What you should do: Give back the entries that follow exactly as written. Any picture gets left out.

*** Opening of Dataset entries ***

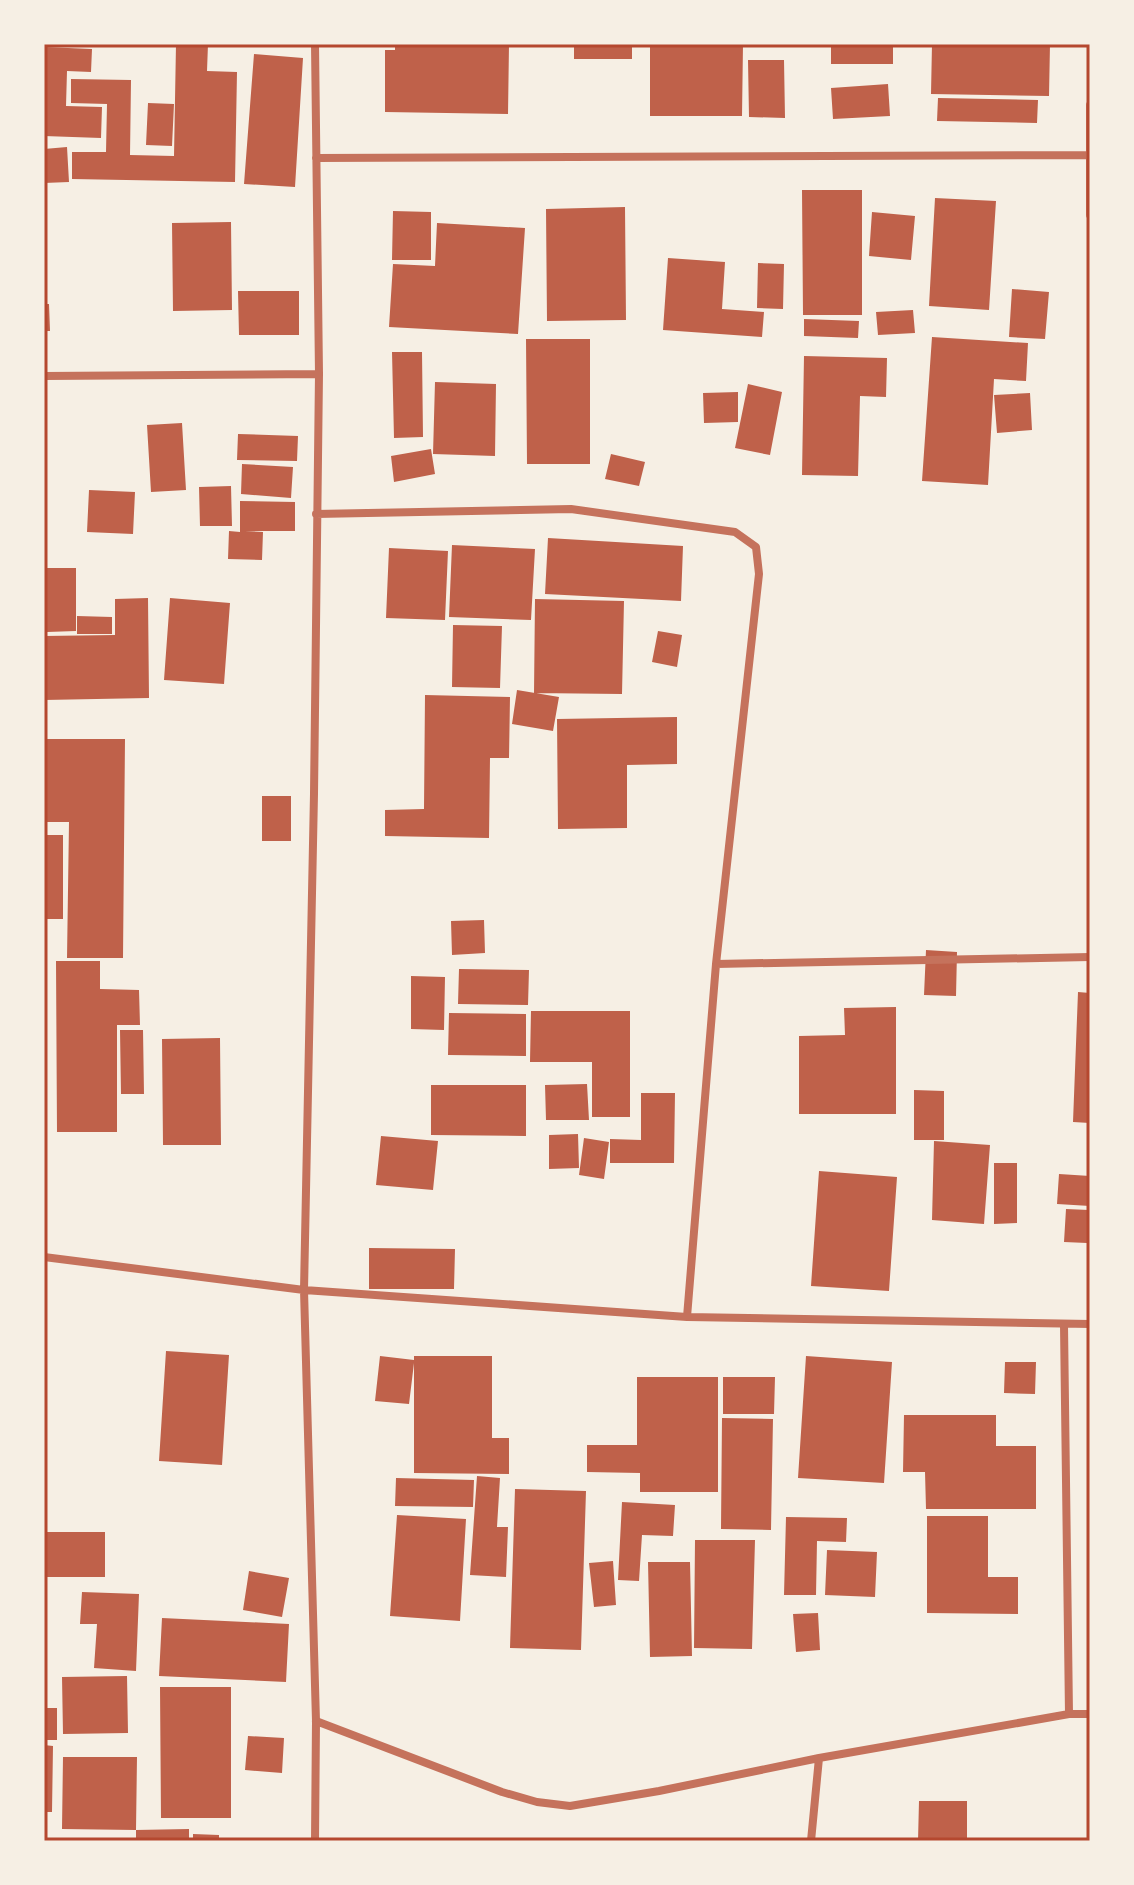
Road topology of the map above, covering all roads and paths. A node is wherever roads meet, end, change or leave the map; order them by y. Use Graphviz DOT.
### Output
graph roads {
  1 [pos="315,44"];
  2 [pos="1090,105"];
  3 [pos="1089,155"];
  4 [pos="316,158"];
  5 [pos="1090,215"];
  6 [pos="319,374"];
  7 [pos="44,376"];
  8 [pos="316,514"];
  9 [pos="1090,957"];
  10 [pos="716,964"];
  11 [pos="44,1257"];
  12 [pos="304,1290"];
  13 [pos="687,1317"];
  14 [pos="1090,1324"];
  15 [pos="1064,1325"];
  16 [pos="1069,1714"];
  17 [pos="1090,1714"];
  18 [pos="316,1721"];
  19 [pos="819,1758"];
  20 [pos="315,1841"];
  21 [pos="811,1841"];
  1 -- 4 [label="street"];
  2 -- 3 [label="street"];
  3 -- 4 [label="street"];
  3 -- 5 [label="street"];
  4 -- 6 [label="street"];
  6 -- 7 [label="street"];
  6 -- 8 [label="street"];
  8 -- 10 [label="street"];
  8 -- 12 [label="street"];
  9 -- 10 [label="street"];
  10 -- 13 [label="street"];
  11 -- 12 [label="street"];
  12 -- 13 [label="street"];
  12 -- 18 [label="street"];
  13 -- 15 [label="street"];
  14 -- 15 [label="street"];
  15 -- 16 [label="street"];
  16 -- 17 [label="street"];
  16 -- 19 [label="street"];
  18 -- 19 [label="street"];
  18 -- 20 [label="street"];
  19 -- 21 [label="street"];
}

*** Close of Dataset entries ***

Task result:
Road topology of the map above, covering all roads and paths. A node is wherever roads meet, end, change or leave the map; order them by y. Use Graphviz DOT.
### Output
graph roads {
  1 [pos="315,44"];
  2 [pos="1090,105"];
  3 [pos="1089,155"];
  4 [pos="316,158"];
  5 [pos="1090,215"];
  6 [pos="319,374"];
  7 [pos="44,376"];
  8 [pos="316,514"];
  9 [pos="1090,957"];
  10 [pos="716,964"];
  11 [pos="44,1257"];
  12 [pos="304,1290"];
  13 [pos="687,1317"];
  14 [pos="1090,1324"];
  15 [pos="1064,1325"];
  16 [pos="1069,1714"];
  17 [pos="1090,1714"];
  18 [pos="316,1721"];
  19 [pos="819,1758"];
  20 [pos="315,1841"];
  21 [pos="811,1841"];
  1 -- 4 [label="street"];
  2 -- 3 [label="street"];
  3 -- 4 [label="street"];
  3 -- 5 [label="street"];
  4 -- 6 [label="street"];
  6 -- 7 [label="street"];
  6 -- 8 [label="street"];
  8 -- 10 [label="street"];
  8 -- 12 [label="street"];
  9 -- 10 [label="street"];
  10 -- 13 [label="street"];
  11 -- 12 [label="street"];
  12 -- 13 [label="street"];
  12 -- 18 [label="street"];
  13 -- 15 [label="street"];
  14 -- 15 [label="street"];
  15 -- 16 [label="street"];
  16 -- 17 [label="street"];
  16 -- 19 [label="street"];
  18 -- 19 [label="street"];
  18 -- 20 [label="street"];
  19 -- 21 [label="street"];
}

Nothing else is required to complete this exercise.